[Your objective] Write out only the tail of the records, beginning at the line containing "Road topology of" and including the last line, exactly as written.

Segment Start: Task material

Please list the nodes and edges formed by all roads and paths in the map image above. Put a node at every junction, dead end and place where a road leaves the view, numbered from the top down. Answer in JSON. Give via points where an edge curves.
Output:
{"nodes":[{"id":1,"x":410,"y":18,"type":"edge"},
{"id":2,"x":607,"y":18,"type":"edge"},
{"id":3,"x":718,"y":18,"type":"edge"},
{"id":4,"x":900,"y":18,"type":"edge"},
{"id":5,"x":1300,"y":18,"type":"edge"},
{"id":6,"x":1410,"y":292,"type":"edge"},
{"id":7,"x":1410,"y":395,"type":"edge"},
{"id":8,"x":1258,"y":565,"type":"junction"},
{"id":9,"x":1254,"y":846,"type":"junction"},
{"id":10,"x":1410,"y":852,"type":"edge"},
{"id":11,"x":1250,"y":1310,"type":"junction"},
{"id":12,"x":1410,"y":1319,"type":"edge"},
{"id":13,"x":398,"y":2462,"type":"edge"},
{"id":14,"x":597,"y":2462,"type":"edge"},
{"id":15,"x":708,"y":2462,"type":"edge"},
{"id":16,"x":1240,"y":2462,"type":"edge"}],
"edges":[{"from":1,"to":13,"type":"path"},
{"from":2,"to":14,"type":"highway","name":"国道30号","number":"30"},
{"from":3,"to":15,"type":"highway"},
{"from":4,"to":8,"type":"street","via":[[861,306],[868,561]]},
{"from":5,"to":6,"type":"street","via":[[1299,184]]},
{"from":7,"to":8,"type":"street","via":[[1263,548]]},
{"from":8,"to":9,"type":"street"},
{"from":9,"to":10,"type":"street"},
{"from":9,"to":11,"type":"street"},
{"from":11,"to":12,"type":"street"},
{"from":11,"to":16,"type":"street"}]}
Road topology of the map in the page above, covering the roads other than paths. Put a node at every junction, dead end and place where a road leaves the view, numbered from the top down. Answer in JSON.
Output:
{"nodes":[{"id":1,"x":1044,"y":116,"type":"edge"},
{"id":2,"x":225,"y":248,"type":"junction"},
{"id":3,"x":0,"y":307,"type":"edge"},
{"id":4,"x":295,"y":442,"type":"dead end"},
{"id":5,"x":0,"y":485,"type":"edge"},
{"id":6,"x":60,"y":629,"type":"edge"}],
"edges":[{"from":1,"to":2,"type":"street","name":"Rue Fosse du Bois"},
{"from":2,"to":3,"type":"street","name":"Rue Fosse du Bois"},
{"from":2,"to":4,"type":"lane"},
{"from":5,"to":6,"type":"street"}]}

Segment End: Task material

[Exercise response]
Road topology of the map in the page above, covering the roads other than paths. Put a node at every junction, dead end and place where a road leaves the view, numbered from the top down. Answer in JSON.
Output:
{"nodes":[{"id":1,"x":1044,"y":116,"type":"edge"},
{"id":2,"x":225,"y":248,"type":"junction"},
{"id":3,"x":0,"y":307,"type":"edge"},
{"id":4,"x":295,"y":442,"type":"dead end"},
{"id":5,"x":0,"y":485,"type":"edge"},
{"id":6,"x":60,"y":629,"type":"edge"}],
"edges":[{"from":1,"to":2,"type":"street","name":"Rue Fosse du Bois"},
{"from":2,"to":3,"type":"street","name":"Rue Fosse du Bois"},
{"from":2,"to":4,"type":"lane"},
{"from":5,"to":6,"type":"street"}]}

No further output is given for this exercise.